#### Study material:
◇ ◇ ◇ ◇ ◇ ◇ ◇

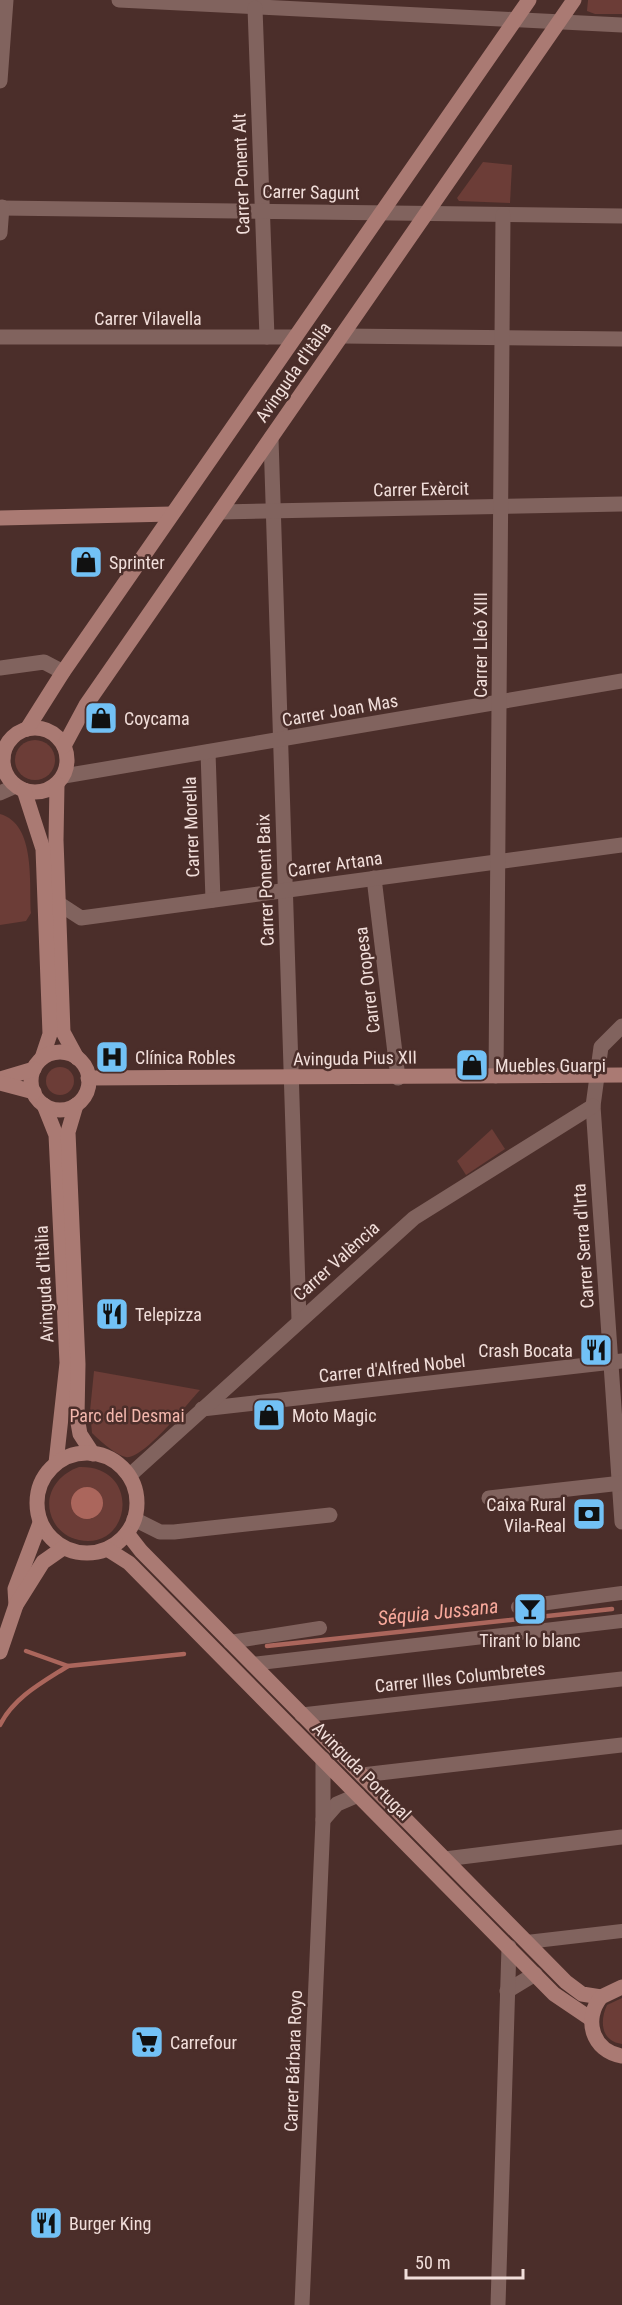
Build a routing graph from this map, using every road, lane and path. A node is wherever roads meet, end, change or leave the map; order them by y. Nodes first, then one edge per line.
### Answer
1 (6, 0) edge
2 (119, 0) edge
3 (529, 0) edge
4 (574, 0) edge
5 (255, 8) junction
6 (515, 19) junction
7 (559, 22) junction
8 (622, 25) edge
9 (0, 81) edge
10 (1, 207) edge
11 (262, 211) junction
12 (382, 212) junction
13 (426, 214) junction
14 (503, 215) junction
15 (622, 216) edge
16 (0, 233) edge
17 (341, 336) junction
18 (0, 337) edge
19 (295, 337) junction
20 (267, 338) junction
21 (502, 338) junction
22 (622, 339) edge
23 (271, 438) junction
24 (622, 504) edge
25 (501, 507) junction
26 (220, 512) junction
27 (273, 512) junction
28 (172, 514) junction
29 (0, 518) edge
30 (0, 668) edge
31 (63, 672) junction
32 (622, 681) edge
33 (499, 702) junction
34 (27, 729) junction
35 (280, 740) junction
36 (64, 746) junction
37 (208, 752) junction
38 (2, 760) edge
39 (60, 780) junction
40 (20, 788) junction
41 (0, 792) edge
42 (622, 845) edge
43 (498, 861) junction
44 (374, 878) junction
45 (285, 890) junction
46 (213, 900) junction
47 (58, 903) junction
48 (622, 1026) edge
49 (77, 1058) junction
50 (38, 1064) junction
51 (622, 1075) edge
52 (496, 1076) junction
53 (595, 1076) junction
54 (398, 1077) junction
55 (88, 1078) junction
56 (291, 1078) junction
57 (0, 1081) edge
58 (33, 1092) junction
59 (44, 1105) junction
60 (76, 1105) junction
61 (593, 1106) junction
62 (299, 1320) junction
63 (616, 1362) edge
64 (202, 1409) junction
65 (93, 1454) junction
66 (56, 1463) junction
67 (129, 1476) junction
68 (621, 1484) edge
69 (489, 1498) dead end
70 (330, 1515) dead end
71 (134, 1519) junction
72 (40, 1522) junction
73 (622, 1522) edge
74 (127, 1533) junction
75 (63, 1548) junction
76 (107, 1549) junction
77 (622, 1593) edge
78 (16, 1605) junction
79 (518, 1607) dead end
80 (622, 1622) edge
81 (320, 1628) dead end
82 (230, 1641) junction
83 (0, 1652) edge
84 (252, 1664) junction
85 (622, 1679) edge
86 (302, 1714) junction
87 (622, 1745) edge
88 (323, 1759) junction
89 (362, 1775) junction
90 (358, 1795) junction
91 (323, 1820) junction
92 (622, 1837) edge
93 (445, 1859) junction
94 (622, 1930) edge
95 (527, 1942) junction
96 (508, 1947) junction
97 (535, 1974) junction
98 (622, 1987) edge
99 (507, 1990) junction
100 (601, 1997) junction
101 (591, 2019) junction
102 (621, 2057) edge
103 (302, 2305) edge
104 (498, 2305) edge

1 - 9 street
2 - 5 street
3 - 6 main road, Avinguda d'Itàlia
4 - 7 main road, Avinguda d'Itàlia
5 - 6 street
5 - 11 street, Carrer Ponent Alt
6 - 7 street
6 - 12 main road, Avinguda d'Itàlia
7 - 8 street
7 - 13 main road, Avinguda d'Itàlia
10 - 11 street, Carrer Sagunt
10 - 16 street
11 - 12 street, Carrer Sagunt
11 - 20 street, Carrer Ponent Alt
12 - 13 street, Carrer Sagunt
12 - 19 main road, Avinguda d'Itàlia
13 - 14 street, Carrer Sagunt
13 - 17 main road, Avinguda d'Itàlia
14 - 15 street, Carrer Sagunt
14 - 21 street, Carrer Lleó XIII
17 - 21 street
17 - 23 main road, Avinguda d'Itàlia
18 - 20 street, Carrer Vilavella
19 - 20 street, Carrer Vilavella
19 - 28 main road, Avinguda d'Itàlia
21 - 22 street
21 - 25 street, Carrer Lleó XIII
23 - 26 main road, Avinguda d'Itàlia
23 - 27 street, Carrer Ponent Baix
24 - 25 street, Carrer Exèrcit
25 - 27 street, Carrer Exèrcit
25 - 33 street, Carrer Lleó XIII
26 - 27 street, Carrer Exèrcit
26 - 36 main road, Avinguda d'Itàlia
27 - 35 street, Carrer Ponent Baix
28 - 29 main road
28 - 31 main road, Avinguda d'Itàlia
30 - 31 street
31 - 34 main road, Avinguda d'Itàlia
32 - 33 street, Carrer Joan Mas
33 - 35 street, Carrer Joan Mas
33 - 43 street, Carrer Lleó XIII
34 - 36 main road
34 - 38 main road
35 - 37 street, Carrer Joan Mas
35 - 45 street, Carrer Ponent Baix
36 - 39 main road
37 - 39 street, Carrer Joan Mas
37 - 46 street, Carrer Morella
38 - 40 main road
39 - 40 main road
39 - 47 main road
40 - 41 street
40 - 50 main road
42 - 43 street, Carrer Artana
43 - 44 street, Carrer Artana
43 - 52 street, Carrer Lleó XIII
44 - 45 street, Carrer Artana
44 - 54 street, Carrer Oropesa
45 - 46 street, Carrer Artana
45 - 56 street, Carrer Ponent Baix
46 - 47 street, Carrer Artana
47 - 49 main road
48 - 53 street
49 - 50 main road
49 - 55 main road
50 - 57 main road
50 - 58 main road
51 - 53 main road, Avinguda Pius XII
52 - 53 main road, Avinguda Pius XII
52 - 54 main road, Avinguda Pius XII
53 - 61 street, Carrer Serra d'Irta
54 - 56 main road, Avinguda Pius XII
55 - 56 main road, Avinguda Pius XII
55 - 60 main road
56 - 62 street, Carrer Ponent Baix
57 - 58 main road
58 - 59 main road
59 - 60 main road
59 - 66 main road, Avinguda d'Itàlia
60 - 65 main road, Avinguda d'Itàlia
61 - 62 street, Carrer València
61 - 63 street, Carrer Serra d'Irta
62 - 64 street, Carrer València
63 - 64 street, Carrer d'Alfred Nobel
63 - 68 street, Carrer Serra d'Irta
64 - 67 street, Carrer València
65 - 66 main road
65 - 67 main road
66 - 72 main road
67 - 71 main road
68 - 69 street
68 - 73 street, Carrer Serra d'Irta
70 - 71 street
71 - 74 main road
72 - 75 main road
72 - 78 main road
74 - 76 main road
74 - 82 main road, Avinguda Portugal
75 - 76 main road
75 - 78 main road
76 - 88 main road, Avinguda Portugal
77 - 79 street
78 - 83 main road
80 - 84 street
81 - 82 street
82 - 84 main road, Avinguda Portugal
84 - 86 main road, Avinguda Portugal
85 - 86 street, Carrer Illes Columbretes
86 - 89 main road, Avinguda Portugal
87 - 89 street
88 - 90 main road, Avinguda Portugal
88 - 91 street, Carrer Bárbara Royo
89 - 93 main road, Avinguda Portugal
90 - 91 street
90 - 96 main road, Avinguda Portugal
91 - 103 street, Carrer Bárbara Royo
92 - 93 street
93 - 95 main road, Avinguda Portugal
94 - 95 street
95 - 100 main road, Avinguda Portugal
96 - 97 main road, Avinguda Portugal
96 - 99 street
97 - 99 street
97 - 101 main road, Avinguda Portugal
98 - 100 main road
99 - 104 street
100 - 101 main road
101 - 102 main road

◇ ◇ ◇ ◇ ◇ ◇ ◇

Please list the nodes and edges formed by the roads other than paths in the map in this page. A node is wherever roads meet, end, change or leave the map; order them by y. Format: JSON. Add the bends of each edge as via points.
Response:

◇ ◇ ◇ ◇ ◇ ◇ ◇

#### How to complete this task:
Which lines of the data include the word "roads"? Copy each one.

#### Task solution:
Build a routing graph from this map, using every road, lane and path. A node is wherever roads meet, end, change or leave the map; order them by y. Nodes first, then one edge per line.
Please list the nodes and edges formed by the roads other than paths in the map in this page. A node is wherever roads meet, end, change or leave the map; order them by y. Format: JSON. Add the bends of each edge as via points.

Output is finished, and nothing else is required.